■ **Brief**
Would you write the data out once more, exactly as it is?
+--
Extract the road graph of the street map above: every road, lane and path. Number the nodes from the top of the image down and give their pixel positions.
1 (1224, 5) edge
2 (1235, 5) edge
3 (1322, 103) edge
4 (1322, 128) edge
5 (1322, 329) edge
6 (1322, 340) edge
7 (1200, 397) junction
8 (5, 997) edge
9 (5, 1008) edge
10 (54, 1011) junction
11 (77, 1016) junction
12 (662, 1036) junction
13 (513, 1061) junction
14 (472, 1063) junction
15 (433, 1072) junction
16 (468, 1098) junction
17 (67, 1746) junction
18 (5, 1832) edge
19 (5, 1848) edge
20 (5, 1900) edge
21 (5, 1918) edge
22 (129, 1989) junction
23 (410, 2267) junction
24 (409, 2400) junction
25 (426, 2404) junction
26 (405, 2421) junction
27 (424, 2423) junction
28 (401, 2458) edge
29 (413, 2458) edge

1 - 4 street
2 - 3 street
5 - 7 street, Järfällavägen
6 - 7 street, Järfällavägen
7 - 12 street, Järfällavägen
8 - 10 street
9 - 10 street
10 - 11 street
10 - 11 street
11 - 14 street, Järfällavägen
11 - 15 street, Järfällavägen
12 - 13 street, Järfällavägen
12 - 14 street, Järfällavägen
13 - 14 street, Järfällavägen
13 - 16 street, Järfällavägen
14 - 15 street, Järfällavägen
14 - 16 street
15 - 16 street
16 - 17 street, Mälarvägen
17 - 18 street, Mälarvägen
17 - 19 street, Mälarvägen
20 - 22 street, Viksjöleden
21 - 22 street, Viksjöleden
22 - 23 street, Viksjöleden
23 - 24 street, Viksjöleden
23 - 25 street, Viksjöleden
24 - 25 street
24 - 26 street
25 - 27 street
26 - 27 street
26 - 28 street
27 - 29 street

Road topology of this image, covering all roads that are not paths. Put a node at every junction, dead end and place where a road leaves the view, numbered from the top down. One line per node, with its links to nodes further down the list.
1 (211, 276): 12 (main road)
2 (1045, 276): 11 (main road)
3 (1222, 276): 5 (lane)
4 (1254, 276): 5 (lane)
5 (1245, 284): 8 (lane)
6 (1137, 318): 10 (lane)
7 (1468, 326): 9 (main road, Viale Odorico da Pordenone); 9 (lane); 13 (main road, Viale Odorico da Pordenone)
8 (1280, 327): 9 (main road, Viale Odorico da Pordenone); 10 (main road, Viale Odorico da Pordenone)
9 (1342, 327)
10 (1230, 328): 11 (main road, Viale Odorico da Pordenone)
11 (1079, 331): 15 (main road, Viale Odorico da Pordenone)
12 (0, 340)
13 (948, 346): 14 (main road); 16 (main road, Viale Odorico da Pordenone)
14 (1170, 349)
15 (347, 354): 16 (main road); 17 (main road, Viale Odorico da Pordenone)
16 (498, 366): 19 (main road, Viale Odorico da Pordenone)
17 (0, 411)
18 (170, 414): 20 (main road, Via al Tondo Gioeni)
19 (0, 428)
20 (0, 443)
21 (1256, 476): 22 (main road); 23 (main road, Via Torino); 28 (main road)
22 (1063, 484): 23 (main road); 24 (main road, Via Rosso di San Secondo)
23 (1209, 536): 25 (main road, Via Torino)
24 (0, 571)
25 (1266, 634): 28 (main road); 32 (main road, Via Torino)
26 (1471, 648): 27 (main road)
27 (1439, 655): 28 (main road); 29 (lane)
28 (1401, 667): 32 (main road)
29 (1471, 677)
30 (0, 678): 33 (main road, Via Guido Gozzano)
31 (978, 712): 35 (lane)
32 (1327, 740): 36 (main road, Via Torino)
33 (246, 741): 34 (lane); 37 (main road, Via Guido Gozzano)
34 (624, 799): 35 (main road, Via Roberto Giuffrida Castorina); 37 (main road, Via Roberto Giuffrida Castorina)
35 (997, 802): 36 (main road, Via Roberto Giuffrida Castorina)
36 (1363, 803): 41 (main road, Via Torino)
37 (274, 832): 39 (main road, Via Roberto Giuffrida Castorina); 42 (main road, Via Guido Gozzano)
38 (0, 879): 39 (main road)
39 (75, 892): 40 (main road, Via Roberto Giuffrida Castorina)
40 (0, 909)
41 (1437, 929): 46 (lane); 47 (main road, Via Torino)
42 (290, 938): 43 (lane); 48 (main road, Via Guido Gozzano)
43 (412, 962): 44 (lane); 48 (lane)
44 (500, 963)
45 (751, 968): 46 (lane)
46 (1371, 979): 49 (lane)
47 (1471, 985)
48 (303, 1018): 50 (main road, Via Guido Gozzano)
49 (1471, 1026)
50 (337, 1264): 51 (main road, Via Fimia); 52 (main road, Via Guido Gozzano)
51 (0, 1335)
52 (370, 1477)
+--
■ **Exercise answer**
Extract the road graph of the street map above: every road, lane and path. Number the nodes from the top of the image down and give their pixel positions.
1 (1224, 5) edge
2 (1235, 5) edge
3 (1322, 103) edge
4 (1322, 128) edge
5 (1322, 329) edge
6 (1322, 340) edge
7 (1200, 397) junction
8 (5, 997) edge
9 (5, 1008) edge
10 (54, 1011) junction
11 (77, 1016) junction
12 (662, 1036) junction
13 (513, 1061) junction
14 (472, 1063) junction
15 (433, 1072) junction
16 (468, 1098) junction
17 (67, 1746) junction
18 (5, 1832) edge
19 (5, 1848) edge
20 (5, 1900) edge
21 (5, 1918) edge
22 (129, 1989) junction
23 (410, 2267) junction
24 (409, 2400) junction
25 (426, 2404) junction
26 (405, 2421) junction
27 (424, 2423) junction
28 (401, 2458) edge
29 (413, 2458) edge

1 - 4 street
2 - 3 street
5 - 7 street, Järfällavägen
6 - 7 street, Järfällavägen
7 - 12 street, Järfällavägen
8 - 10 street
9 - 10 street
10 - 11 street
10 - 11 street
11 - 14 street, Järfällavägen
11 - 15 street, Järfällavägen
12 - 13 street, Järfällavägen
12 - 14 street, Järfällavägen
13 - 14 street, Järfällavägen
13 - 16 street, Järfällavägen
14 - 15 street, Järfällavägen
14 - 16 street
15 - 16 street
16 - 17 street, Mälarvägen
17 - 18 street, Mälarvägen
17 - 19 street, Mälarvägen
20 - 22 street, Viksjöleden
21 - 22 street, Viksjöleden
22 - 23 street, Viksjöleden
23 - 24 street, Viksjöleden
23 - 25 street, Viksjöleden
24 - 25 street
24 - 26 street
25 - 27 street
26 - 27 street
26 - 28 street
27 - 29 street

Road topology of this image, covering all roads that are not paths. Put a node at every junction, dead end and place where a road leaves the view, numbered from the top down. One line per node, with its links to nodes further down the list.
1 (211, 276): 12 (main road)
2 (1045, 276): 11 (main road)
3 (1222, 276): 5 (lane)
4 (1254, 276): 5 (lane)
5 (1245, 284): 8 (lane)
6 (1137, 318): 10 (lane)
7 (1468, 326): 9 (main road, Viale Odorico da Pordenone); 9 (lane); 13 (main road, Viale Odorico da Pordenone)
8 (1280, 327): 9 (main road, Viale Odorico da Pordenone); 10 (main road, Viale Odorico da Pordenone)
9 (1342, 327)
10 (1230, 328): 11 (main road, Viale Odorico da Pordenone)
11 (1079, 331): 15 (main road, Viale Odorico da Pordenone)
12 (0, 340)
13 (948, 346): 14 (main road); 16 (main road, Viale Odorico da Pordenone)
14 (1170, 349)
15 (347, 354): 16 (main road); 17 (main road, Viale Odorico da Pordenone)
16 (498, 366): 19 (main road, Viale Odorico da Pordenone)
17 (0, 411)
18 (170, 414): 20 (main road, Via al Tondo Gioeni)
19 (0, 428)
20 (0, 443)
21 (1256, 476): 22 (main road); 23 (main road, Via Torino); 28 (main road)
22 (1063, 484): 23 (main road); 24 (main road, Via Rosso di San Secondo)
23 (1209, 536): 25 (main road, Via Torino)
24 (0, 571)
25 (1266, 634): 28 (main road); 32 (main road, Via Torino)
26 (1471, 648): 27 (main road)
27 (1439, 655): 28 (main road); 29 (lane)
28 (1401, 667): 32 (main road)
29 (1471, 677)
30 (0, 678): 33 (main road, Via Guido Gozzano)
31 (978, 712): 35 (lane)
32 (1327, 740): 36 (main road, Via Torino)
33 (246, 741): 34 (lane); 37 (main road, Via Guido Gozzano)
34 (624, 799): 35 (main road, Via Roberto Giuffrida Castorina); 37 (main road, Via Roberto Giuffrida Castorina)
35 (997, 802): 36 (main road, Via Roberto Giuffrida Castorina)
36 (1363, 803): 41 (main road, Via Torino)
37 (274, 832): 39 (main road, Via Roberto Giuffrida Castorina); 42 (main road, Via Guido Gozzano)
38 (0, 879): 39 (main road)
39 (75, 892): 40 (main road, Via Roberto Giuffrida Castorina)
40 (0, 909)
41 (1437, 929): 46 (lane); 47 (main road, Via Torino)
42 (290, 938): 43 (lane); 48 (main road, Via Guido Gozzano)
43 (412, 962): 44 (lane); 48 (lane)
44 (500, 963)
45 (751, 968): 46 (lane)
46 (1371, 979): 49 (lane)
47 (1471, 985)
48 (303, 1018): 50 (main road, Via Guido Gozzano)
49 (1471, 1026)
50 (337, 1264): 51 (main road, Via Fimia); 52 (main road, Via Guido Gozzano)
51 (0, 1335)
52 (370, 1477)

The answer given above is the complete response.